Using PyTorch for GPU Computing

Last updated on 2026-05-07 | Edit this page

Overview

Questions

  • “How can we create and manipulate PyTorch tensors on a GPU?”
  • “How can we move data between NumPy, CPU tensors, and GPU tensors?”
  • “Why can PyTorch be useful for general-purpose GPU computing?”

Objectives

  • “Create PyTorch tensors and apply operations.”
  • “Understand the @torch.compile decorator and its limitations.”
  • “Compare the performance of PyTorch against other solutions.”

Introduction to PyTorch

PyTorch, often referred to as just torch, is a popular open-source Python library commonly used for machine learning and AI. It provides many features for working with N-dimensional arrays (called tensors), automatic differentiation, neural networks, and GPU acceleration. PyTorch was originally developed by Meta and is now maintained by the PyTorch Foundation, which is part of the Linux Foundation.

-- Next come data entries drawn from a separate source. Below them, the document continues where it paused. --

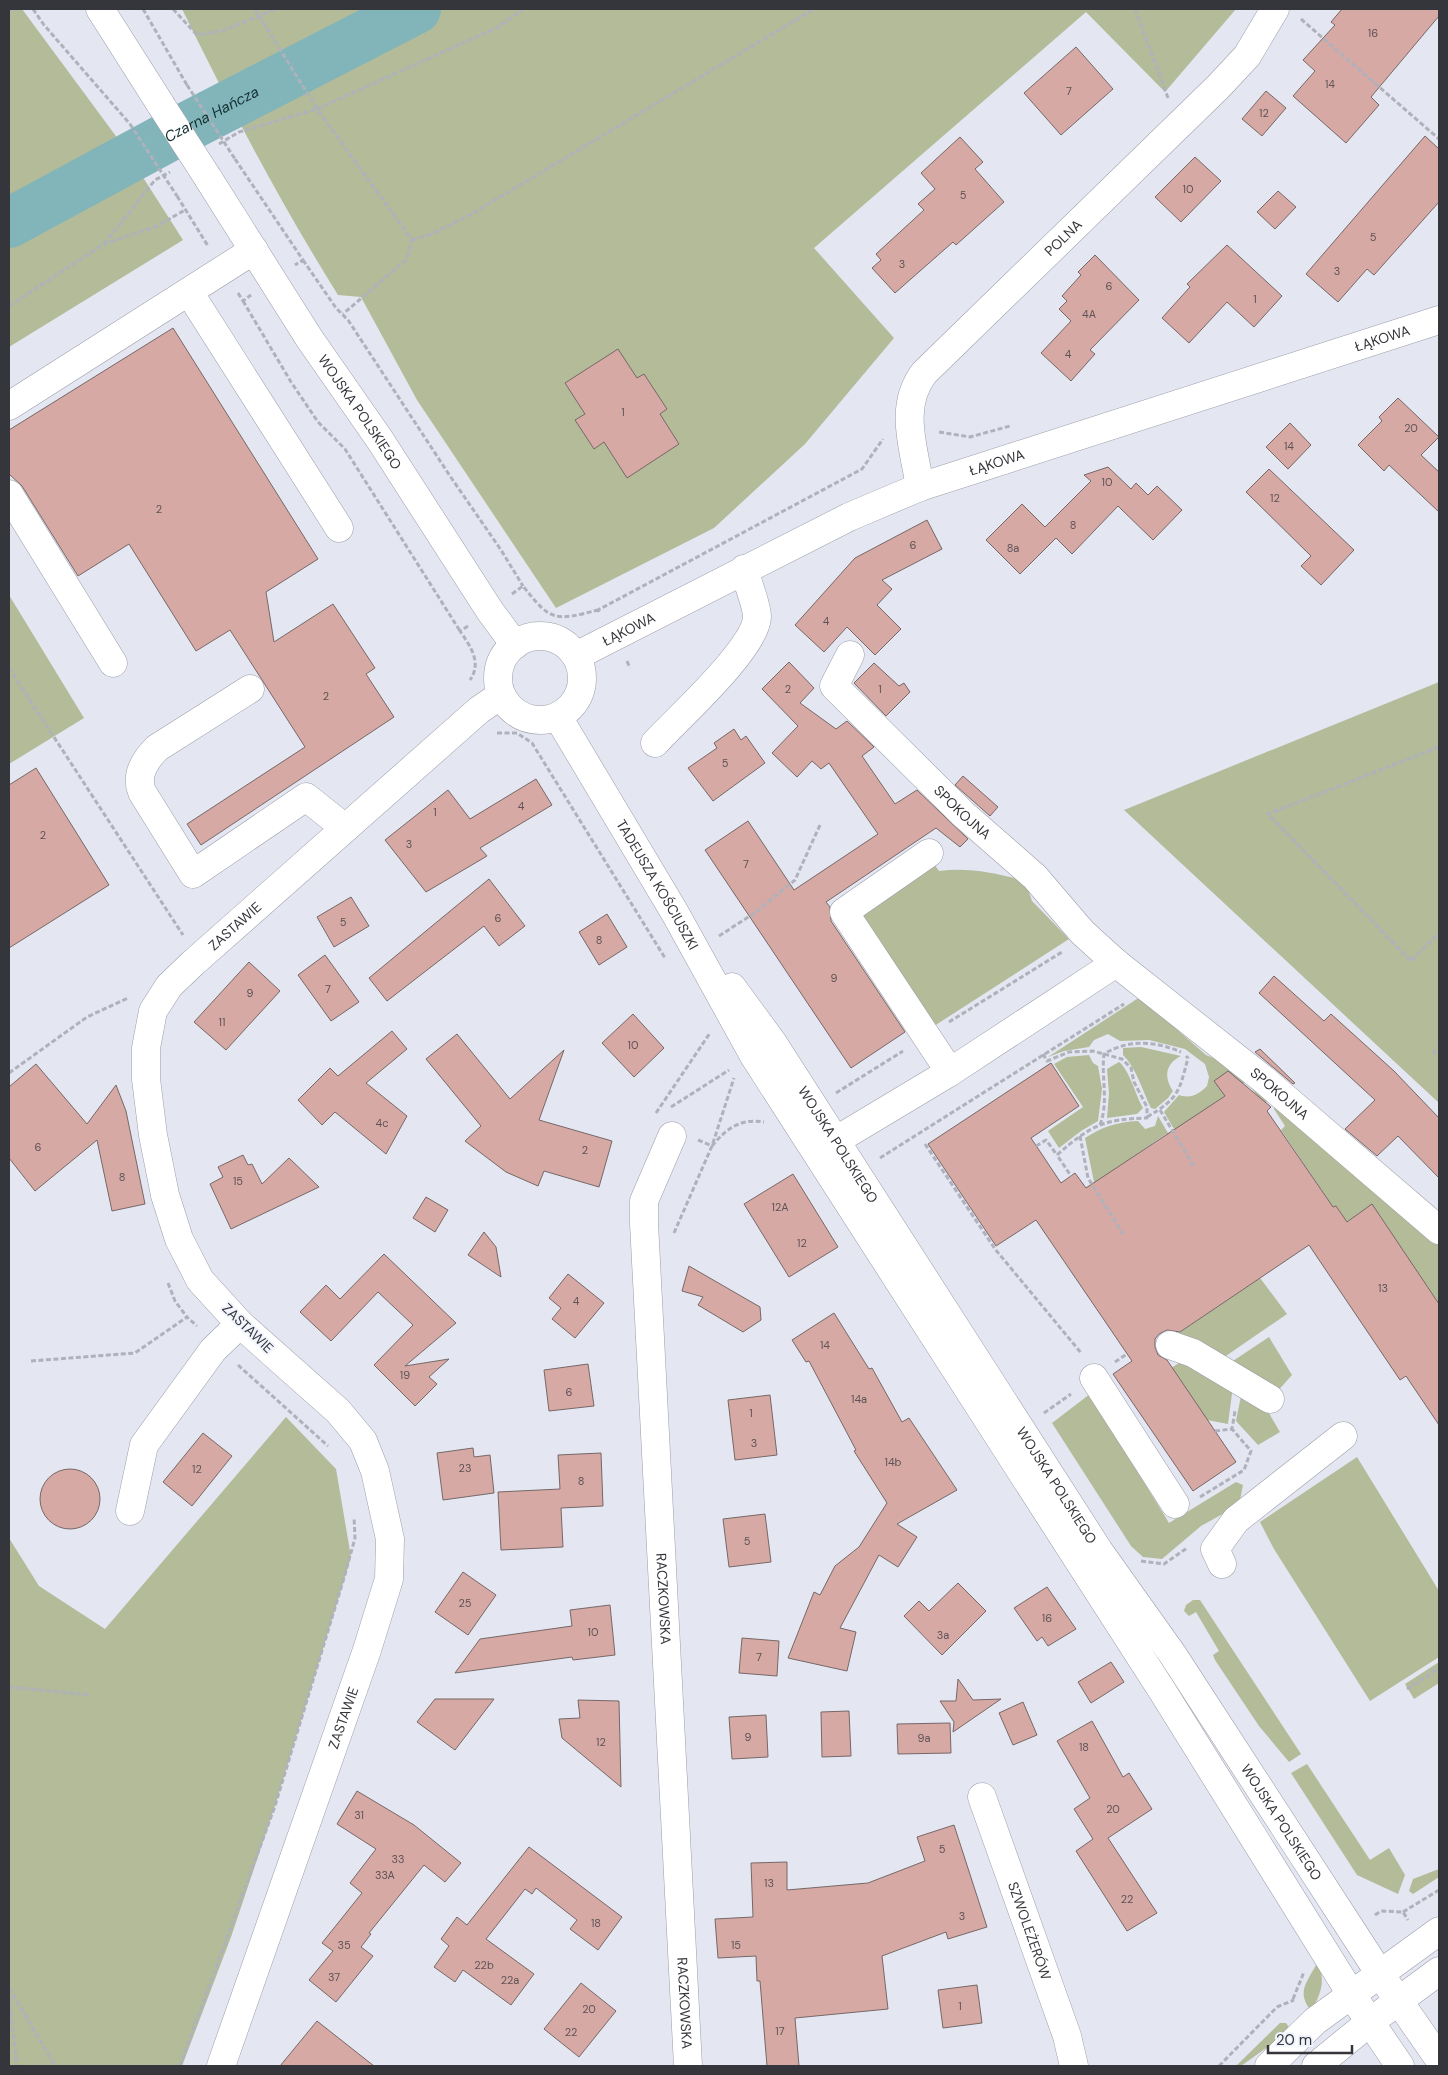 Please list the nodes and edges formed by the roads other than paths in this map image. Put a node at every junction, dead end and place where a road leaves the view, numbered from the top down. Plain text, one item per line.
1 (100, 9) edge
2 (1286, 12) edge
3 (254, 250) junction
4 (189, 292) junction
5 (1439, 320) edge
6 (9, 406) edge
7 (920, 487) junction
8 (9, 494) edge
9 (339, 528) dead end
10 (744, 569) junction
11 (515, 645) junction
12 (850, 655) dead end
13 (576, 656) junction
14 (113, 663) dead end
15 (250, 690) dead end
16 (501, 694) junction
17 (558, 717) junction
18 (655, 743) dead end
19 (345, 828) junction
20 (929, 853) dead end
21 (675, 912) junction
22 (1116, 963) junction
23 (754, 1056) joint
24 (950, 1072) junction
25 (672, 1131) road end
26 (835, 1141) junction
27 (1439, 1230) edge
28 (240, 1324) junction
29 (1170, 1344) dead end
30 (1089, 1367) road end
31 (1270, 1399) dead end
32 (1343, 1436) dead end
33 (1175, 1504) road end
34 (130, 1511) dead end
35 (1222, 1564) dead end
36 (982, 1797) dead end
37 (1439, 1931) edge
38 (1439, 1972) edge
39 (1380, 1974) junction
40 (1351, 1994) junction
41 (1399, 2002) junction
42 (1370, 2022) junction
43 (1439, 2059) edge
44 (221, 2066) edge
45 (688, 2066) edge
46 (1074, 2066) edge
47 (1269, 2066) edge
48 (1316, 2066) edge
49 (1400, 2066) edge

1 - 3 street, WOJSKA POLSKIEGO, bridge
2 - 7 street, POLNA
3 - 4 street
3 - 11 street, WOJSKA POLSKIEGO
4 - 6 street
4 - 9 street
5 - 7 street, ŁĄKOWA
7 - 10 street, ŁĄKOWA
8 - 14 street
10 - 13 street, ŁĄKOWA
10 - 18 street
11 - 13 street
11 - 16 street
12 - 22 street, SPOKOJNA
13 - 17 street
15 - 19 street
16 - 17 street
16 - 19 street, ZASTAWIE
17 - 21 street, TADEUSZA KOŚCIUSZKI
19 - 28 street, ZASTAWIE
20 - 24 street
21 - 23 street, TADEUSZA KOŚCIUSZKI
21 - 26 street, WOJSKA POLSKIEGO
22 - 24 street
22 - 27 street, SPOKOJNA
23 - 40 street, WOJSKA POLSKIEGO
24 - 26 street
25 - 45 street, RACZKOWSKA
26 - 39 street, WOJSKA POLSKIEGO
28 - 34 street
28 - 44 street, ZASTAWIE
29 - 31 street
30 - 33 street
32 - 35 street
36 - 46 street, SZWOLEŻERÓW
37 - 39 street
38 - 41 street
39 - 40 street
39 - 41 street, WOJSKA POLSKIEGO
40 - 42 street, WOJSKA POLSKIEGO
40 - 47 street
41 - 42 street
41 - 43 street, WOJSKA POLSKIEGO
42 - 48 street
42 - 49 street, WOJSKA POLSKIEGO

You can read more about PyTorch here: https://pytorch.org/

PyTorch has many features related to AI and training neural networks. However, in this episode, we will focus on running general-purpose code on the GPU using tensors.

Getting started

First, we need to import torch:

PYTHON

import torch

Next, we can check whether PyTorch detects a GPU:

PYTHON

print("GPU available:", torch.cuda.is_available())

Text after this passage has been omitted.